▸ PROBLEM TO WORK ON: Locate each line in the records containing "Middel". Copy it.

== DATA RECORDS

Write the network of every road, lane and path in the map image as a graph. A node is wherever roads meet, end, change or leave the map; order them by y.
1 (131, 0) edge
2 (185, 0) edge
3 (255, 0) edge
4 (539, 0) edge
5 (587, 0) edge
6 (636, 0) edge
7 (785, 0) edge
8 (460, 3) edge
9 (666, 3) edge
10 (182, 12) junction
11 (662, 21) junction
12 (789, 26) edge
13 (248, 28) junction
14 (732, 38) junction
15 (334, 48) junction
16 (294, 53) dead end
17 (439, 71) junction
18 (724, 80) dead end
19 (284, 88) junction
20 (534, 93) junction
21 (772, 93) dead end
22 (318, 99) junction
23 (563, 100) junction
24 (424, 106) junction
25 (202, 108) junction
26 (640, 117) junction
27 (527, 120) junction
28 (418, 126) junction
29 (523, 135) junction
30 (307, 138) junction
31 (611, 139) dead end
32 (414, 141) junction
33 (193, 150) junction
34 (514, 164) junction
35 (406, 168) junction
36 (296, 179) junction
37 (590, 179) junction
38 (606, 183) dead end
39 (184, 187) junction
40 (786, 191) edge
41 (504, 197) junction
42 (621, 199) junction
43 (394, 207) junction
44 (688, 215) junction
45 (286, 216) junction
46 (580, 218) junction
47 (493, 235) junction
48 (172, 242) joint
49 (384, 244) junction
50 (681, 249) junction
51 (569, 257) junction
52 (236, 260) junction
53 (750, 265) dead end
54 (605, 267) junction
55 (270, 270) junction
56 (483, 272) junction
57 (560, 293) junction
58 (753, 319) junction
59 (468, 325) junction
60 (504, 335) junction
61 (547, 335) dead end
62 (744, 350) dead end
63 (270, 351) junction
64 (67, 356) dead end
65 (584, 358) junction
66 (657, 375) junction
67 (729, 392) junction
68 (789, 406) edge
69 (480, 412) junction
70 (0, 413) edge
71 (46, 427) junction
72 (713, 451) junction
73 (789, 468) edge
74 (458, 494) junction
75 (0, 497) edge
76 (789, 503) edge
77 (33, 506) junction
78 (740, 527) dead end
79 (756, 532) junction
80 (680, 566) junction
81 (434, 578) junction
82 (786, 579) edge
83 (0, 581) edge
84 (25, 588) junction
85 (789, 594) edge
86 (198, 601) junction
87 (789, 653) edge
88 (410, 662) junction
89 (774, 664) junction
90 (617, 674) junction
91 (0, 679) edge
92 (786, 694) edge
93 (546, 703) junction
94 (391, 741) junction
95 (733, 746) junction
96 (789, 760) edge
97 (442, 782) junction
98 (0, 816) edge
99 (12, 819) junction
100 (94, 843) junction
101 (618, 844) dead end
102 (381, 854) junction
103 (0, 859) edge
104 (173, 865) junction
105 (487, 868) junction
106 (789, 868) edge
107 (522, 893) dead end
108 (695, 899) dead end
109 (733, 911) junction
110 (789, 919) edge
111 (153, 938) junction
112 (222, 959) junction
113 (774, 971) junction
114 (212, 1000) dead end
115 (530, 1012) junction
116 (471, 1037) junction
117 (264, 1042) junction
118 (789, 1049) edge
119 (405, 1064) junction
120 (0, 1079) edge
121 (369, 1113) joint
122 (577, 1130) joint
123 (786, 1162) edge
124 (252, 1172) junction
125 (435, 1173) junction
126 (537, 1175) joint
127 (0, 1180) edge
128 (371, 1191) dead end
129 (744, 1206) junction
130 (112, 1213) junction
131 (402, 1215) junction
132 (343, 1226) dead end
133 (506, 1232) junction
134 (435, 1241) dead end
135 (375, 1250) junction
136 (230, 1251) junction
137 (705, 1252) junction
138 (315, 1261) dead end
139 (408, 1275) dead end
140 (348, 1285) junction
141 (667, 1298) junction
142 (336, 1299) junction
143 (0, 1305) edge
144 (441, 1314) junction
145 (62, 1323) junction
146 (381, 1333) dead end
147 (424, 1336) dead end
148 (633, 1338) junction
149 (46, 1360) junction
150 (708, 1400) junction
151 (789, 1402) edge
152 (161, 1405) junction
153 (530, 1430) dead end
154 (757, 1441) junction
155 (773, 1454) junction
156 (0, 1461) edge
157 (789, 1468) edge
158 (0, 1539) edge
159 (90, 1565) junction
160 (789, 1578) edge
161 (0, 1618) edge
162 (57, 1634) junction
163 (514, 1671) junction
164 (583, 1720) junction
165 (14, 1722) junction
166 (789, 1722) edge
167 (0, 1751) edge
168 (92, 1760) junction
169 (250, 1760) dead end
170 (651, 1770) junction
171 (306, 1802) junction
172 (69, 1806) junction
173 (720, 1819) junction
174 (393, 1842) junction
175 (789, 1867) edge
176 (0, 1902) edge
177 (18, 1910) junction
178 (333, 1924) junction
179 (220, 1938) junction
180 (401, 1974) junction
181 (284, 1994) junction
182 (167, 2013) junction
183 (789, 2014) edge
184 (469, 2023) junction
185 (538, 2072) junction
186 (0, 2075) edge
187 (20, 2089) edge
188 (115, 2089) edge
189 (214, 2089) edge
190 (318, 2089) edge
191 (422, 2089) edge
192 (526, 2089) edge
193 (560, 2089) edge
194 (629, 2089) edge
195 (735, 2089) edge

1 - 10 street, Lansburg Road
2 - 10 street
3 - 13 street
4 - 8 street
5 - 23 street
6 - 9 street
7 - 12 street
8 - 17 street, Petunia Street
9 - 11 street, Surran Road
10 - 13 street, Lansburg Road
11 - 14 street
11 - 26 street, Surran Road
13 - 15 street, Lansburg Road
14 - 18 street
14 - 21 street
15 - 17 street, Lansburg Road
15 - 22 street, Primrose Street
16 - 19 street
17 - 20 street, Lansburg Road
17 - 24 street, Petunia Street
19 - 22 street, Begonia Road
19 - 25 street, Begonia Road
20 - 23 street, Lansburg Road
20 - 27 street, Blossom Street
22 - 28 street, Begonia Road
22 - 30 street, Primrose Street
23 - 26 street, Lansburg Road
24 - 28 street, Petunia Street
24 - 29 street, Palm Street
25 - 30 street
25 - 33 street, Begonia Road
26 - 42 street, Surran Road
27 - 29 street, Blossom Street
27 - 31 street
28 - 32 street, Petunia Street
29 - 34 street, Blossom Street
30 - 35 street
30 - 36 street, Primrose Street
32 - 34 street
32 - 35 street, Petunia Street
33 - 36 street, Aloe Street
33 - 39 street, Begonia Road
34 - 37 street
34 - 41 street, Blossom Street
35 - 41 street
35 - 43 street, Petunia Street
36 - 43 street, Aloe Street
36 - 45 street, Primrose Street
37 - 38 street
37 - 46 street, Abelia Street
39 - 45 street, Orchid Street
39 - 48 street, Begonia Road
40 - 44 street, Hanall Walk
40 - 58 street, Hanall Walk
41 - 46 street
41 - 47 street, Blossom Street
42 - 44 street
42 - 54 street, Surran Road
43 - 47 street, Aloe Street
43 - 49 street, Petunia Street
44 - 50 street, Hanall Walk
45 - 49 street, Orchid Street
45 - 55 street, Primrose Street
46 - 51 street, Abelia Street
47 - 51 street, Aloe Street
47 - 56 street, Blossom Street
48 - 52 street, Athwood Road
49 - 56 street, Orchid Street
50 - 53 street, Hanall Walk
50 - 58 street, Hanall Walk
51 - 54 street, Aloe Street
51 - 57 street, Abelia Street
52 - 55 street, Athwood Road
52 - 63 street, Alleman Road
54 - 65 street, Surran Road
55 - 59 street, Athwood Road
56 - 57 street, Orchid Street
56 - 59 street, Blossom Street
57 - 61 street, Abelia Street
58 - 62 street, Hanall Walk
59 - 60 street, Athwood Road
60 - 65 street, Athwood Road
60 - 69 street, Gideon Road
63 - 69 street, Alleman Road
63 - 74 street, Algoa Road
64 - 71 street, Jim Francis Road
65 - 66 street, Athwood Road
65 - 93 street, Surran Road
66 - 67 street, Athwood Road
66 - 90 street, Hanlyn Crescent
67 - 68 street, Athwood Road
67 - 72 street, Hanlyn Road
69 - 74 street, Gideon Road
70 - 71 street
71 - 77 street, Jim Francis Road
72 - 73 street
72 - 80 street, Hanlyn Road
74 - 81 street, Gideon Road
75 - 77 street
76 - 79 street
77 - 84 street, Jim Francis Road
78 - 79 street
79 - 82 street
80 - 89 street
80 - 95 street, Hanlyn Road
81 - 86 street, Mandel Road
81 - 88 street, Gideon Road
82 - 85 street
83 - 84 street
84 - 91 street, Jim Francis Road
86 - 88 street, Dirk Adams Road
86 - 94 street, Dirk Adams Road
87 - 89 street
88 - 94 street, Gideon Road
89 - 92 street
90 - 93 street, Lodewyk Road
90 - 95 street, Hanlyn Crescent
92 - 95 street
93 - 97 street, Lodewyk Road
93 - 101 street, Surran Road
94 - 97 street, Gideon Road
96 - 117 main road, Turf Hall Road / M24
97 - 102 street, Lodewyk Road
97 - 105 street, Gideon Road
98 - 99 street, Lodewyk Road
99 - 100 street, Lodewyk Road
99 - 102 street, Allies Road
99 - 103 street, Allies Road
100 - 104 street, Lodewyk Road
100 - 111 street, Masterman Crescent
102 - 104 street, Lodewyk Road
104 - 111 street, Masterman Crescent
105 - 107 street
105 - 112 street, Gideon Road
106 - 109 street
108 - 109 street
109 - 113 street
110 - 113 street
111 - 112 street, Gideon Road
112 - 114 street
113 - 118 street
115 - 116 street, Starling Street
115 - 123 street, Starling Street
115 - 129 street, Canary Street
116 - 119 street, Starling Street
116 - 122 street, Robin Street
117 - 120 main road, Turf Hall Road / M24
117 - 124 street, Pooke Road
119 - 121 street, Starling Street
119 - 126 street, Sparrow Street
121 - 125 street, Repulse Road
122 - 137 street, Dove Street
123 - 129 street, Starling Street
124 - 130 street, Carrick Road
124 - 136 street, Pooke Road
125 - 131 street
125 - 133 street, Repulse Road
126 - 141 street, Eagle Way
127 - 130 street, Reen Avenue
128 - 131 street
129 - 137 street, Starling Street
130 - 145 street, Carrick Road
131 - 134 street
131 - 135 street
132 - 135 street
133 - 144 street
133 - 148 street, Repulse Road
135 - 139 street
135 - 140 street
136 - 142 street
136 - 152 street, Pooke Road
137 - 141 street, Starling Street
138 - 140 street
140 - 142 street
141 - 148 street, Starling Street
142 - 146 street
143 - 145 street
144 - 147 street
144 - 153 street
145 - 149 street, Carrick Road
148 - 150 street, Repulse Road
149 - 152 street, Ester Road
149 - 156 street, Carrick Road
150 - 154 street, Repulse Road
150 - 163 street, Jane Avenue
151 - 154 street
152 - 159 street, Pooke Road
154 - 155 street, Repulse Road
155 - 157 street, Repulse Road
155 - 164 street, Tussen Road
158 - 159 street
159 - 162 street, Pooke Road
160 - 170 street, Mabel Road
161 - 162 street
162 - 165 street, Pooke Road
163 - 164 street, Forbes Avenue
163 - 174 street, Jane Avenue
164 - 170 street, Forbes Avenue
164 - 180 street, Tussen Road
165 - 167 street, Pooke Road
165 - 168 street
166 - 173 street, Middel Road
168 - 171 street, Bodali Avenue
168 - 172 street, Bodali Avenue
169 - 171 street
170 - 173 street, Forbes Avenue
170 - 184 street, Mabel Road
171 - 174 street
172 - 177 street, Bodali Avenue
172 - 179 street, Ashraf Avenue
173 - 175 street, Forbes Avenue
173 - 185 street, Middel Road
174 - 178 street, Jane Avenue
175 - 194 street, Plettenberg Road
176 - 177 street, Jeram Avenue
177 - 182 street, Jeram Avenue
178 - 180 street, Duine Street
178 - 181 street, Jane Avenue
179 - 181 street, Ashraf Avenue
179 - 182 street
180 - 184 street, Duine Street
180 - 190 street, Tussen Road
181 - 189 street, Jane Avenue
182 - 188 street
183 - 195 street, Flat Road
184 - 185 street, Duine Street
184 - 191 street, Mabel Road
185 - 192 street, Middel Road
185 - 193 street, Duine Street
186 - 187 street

====

▸ EXERCISE RESULT:
166 - 173 street, Middel Road
173 - 185 street, Middel Road
185 - 192 street, Middel Road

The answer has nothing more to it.